Le Labour des années 80 était peuplé d’Arnaud Montebourg qui s’insurgeaient contre l’Europe et soutenaient que le peuple, et non le parti, devait être rééduqué. Après le long déclin des années 60 et 70, une alliance pour le changement rassembla les meilleurs éléments de l’appareil d’Etat, les entrepreneurs prêts à tirer parti de la mondialisation et la génération de 1968, aisément séduite par une rhétorique antiétatiste. Mme Thatcher avait un ennemi à vaincre et des alliés qui reconnaissaient que la Grande-Bretagne était sur la voie du déclin et que seuls des changements douloureux pourraient l’en détourner. M. Sarkozy n’a pas d’ennemi clair. S’il veut le changement, il devra s’en prendre à ses soutiens, qui bénéficient de protections dans l’appareil d’Etat, dans de nombreuses professions et dans les entreprises du capitalisme «à la française». Il pourrait imiter Thatcher en vendant EDF. D’un trait de plume, la vente rapporterait assez pour rembourser la dette française, qui atteint aujourd’hui le double de la dette britannique et dont les intérêts annuels absorbent la quasi-totalité du produit de l’impôt sur le revenu. Mais ce n’est pas Sarkozy, tenant du colbertisme, qui le fera. Il veut une révolution économique sans douleur. Aux yeux d’un observateur britannique, il ressemble davantage à Edward Heath, Premier ministre britannique dans les années 70, qu’à Thatcher ou à Blair, qui ont su faire évoluer les mentalités. Il y a là une opportunité pour une gauche intelligente. Le talon d’Achille de Sarkozy est la persistance du chômage.

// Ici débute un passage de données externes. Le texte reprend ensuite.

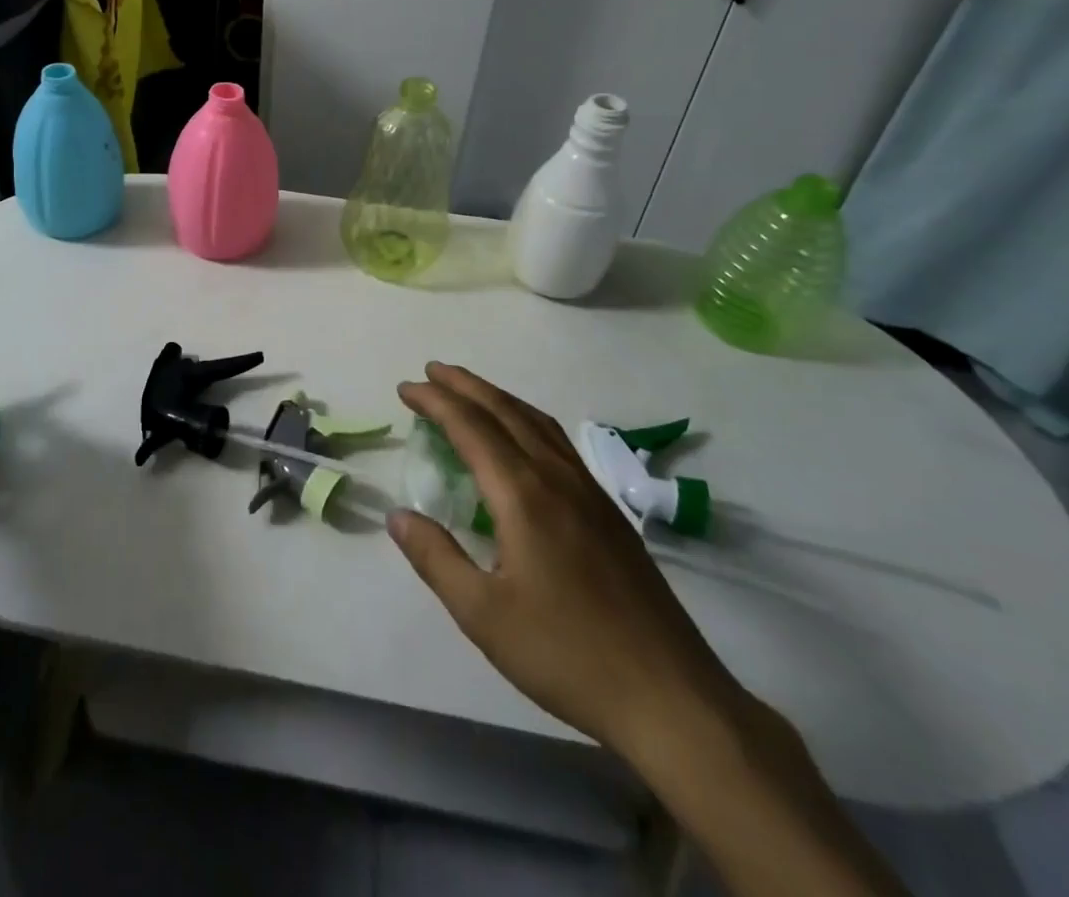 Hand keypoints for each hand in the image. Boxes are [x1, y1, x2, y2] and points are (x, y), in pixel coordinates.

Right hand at [389, 363, 743, 757]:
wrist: (670, 697)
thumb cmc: (566, 654)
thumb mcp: (483, 615)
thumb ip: (436, 558)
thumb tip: (398, 515)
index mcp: (523, 495)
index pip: (471, 427)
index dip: (435, 402)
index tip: (406, 388)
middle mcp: (556, 478)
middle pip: (505, 411)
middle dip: (465, 385)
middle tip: (431, 370)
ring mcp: (589, 492)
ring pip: (537, 421)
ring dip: (497, 397)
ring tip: (469, 391)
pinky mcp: (609, 512)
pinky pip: (558, 442)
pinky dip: (527, 420)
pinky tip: (523, 438)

Ses avances au président américain alors que les Etats-Unis s’apprêtent à tourner la page Bush-Cheney, tout comme sa rhétorique belliqueuse à l’encontre de l’Iran au moment même où la communauté du renseignement américain revoit son évaluation de la menace à la baisse, témoignent d’un curieux décalage avec les enjeux actuels. Sarkozy se montre peu intéressé par l’Europe. Ses attaques contre la Banque centrale européenne, son plaidoyer pour que l’Union européenne se rallie à une idéologie protectionniste et son hostilité islamophobe envers la Turquie ne sont pas si éloignés des positions eurosceptiques et nationalistes du Labour des années 80 ou du Parti conservateur aujourd’hui. Sarkozy pourrait bien ne pas s’inscrire dans la durée, comme de Gaulle ou Mitterrand, mais n’être que l’homme d’un moment. Cela dépendra de la capacité de la gauche, et du Parti socialiste au premier chef, à se montrer à la hauteur du défi plutôt que de se contenter de critiquer Sarkozy sans admettre que la pensée et la pratique de la gauche ces vingt dernières années ne sont pas la solution, mais bien une partie du problème. La France demeure la nation indispensable de l’Europe. La France qui perd confiance dans son économie, sa politique étrangère et sa culture, ne fait qu’entraîner l’Europe dans son doute existentiel sur les conséquences des réformes en cours. En leur temps, Willy Brandt en Allemagne, Felipe González en Espagne et Tony Blair en Grande-Bretagne ont forcé leur gauche à se débarrasser des vaches sacrées représentées par l’opposition à l’économie de marché ou à l’Otan. La gauche française est-elle capable de se réinventer ? Et qui, au sein du Parti socialiste, est capable de dire la vérité ?

Denis Macshane ancien ministre britannique aux Affaires européennes, député travailliste de Rotherham.